Records from a data collection:

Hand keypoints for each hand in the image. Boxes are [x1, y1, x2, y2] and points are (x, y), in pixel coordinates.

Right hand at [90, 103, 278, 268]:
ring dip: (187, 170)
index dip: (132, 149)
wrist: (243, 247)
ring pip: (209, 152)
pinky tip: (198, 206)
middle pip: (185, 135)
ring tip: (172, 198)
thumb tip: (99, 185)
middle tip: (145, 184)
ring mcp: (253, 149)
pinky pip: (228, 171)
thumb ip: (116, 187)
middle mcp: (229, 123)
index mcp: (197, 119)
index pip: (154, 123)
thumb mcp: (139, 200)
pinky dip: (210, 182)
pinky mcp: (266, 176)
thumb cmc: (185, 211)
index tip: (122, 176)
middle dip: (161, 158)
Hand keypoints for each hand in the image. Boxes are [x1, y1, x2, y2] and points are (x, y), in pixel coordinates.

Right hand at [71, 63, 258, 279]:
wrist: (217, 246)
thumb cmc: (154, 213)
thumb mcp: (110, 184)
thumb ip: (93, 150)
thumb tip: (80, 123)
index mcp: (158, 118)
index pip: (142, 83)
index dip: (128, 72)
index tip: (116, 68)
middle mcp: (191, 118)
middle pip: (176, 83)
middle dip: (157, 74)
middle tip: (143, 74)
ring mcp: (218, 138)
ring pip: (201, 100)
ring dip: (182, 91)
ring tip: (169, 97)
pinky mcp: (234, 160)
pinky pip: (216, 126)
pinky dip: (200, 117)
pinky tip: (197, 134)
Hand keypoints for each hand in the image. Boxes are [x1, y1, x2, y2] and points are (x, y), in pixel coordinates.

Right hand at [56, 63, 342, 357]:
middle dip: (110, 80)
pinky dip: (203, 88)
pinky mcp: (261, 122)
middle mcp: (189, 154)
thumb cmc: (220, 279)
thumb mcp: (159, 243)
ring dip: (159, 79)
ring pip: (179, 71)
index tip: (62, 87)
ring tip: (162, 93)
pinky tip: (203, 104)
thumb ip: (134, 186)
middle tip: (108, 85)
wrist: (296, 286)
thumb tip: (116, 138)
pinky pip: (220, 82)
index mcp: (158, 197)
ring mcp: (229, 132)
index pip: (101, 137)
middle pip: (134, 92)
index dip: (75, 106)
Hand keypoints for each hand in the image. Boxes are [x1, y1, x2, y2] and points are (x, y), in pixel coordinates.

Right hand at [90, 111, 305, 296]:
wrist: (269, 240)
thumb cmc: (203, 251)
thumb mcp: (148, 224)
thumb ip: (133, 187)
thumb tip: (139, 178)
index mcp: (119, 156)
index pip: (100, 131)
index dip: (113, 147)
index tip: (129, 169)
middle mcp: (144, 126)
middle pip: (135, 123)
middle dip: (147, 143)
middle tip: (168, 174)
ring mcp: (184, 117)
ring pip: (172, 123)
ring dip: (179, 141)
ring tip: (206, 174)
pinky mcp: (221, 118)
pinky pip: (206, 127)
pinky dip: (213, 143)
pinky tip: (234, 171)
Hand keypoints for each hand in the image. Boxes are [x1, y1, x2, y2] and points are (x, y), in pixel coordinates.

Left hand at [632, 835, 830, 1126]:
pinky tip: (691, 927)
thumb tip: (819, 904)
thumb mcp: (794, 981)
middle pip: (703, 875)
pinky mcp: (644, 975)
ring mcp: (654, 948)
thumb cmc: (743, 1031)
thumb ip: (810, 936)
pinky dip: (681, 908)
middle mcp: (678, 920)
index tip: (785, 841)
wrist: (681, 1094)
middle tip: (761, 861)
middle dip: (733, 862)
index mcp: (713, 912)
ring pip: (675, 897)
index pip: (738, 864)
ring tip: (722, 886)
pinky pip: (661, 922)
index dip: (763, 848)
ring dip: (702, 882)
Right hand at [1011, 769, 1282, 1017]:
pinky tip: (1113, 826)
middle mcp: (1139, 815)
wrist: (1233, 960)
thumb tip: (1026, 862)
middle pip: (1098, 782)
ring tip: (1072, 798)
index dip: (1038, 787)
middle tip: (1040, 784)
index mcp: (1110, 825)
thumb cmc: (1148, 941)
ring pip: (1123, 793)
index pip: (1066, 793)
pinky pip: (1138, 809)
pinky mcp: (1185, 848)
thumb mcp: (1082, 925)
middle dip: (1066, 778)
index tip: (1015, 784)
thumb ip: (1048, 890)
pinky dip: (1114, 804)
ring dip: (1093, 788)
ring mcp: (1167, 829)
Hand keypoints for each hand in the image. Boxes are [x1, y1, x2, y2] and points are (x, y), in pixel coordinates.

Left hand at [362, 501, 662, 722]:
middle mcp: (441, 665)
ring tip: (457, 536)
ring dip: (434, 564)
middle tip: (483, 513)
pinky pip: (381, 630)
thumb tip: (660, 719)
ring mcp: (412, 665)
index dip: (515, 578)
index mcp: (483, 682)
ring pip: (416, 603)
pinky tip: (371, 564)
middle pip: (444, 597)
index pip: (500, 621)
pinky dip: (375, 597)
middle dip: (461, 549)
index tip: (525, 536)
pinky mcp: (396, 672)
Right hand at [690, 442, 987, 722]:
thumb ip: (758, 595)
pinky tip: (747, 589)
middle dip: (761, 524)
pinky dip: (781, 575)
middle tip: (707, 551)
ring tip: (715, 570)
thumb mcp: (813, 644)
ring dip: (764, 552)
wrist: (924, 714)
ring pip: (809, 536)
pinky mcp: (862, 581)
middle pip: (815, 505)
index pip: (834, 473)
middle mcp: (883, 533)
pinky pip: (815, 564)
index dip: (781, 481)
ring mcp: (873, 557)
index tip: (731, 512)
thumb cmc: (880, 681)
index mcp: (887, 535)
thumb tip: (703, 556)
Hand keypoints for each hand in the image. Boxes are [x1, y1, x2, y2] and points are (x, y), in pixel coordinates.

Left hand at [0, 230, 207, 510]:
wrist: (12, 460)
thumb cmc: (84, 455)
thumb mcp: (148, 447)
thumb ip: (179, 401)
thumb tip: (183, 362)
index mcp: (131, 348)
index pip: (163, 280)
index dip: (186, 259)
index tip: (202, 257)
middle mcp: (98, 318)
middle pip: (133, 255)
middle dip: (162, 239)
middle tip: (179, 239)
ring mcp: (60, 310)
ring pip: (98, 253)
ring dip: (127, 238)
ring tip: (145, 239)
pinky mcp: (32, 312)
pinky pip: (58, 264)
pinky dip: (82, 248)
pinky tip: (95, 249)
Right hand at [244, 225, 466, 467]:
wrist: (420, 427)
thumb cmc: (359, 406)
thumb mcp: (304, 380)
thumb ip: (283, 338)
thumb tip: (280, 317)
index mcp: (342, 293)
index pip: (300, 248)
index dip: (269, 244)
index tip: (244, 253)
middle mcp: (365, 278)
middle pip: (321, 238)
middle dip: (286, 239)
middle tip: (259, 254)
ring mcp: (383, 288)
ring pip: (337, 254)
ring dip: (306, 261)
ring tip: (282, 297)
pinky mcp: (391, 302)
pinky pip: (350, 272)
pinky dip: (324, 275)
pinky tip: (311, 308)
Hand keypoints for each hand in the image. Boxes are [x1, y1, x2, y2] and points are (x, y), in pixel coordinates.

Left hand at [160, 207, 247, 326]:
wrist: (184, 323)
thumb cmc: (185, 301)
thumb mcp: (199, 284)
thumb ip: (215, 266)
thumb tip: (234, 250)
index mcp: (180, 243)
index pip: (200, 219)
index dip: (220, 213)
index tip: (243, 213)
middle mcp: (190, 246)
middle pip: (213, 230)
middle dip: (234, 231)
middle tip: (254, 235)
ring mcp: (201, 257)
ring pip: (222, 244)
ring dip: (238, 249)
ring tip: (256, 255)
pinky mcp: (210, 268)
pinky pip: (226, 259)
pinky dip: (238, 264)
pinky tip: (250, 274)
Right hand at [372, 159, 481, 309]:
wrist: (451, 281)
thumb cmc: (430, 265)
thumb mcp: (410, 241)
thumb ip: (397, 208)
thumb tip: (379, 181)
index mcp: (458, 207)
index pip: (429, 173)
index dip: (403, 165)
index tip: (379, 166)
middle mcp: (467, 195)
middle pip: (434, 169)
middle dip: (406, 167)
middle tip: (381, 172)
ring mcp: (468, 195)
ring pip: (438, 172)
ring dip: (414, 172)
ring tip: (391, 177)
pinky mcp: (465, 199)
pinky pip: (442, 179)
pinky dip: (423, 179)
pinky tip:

WHAT YOU ARE ASKED TO DO: Send back an exact copy of only the lines from the line with "thumb ip: (758, 595)" up to and including the line with "middle mcp: (98, 318)" in the data above.

ANSWER AREA:
thumb ip: (758, 595)
pinky tip: (747, 589)
middle dip: (761, 524)
pinky dip: (781, 575)
middle tip: (707, 551)
ring tip: (715, 570)
thumb mcp: (813, 644)
ring dip: (764, 552)
wrist: (924, 714)
ring pip: (809, 536)
pinky mcp: (862, 581)
middle pip: (815, 505)
index pip: (834, 473)
middle mcp: (883, 533)
pinky pip: (815, 564)
index dip: (781, 481)
ring mcp: (873, 557)
index tip: (731, 512)
thumb cmc: (880, 681)
index mcp: (887, 535)
thumb tip: (703, 556)
Hand keypoints for each hand in the image. Boxes are [x1, y1, x2, y2] and points are (x, y), in pixel coordinates.

Left hand at [0, 230, 207, 510]:
wrist: (12, 460)
thumb cmc: (84, 455)
thumb mcp: (148, 447)
thumb ip: (179, 401)
thumb tip: (183, 362)
index mcp: (131, 348)
index pip: (163, 280)
index dip: (186, 259)
index tip: (202, 257)
middle mcp: (98, 318)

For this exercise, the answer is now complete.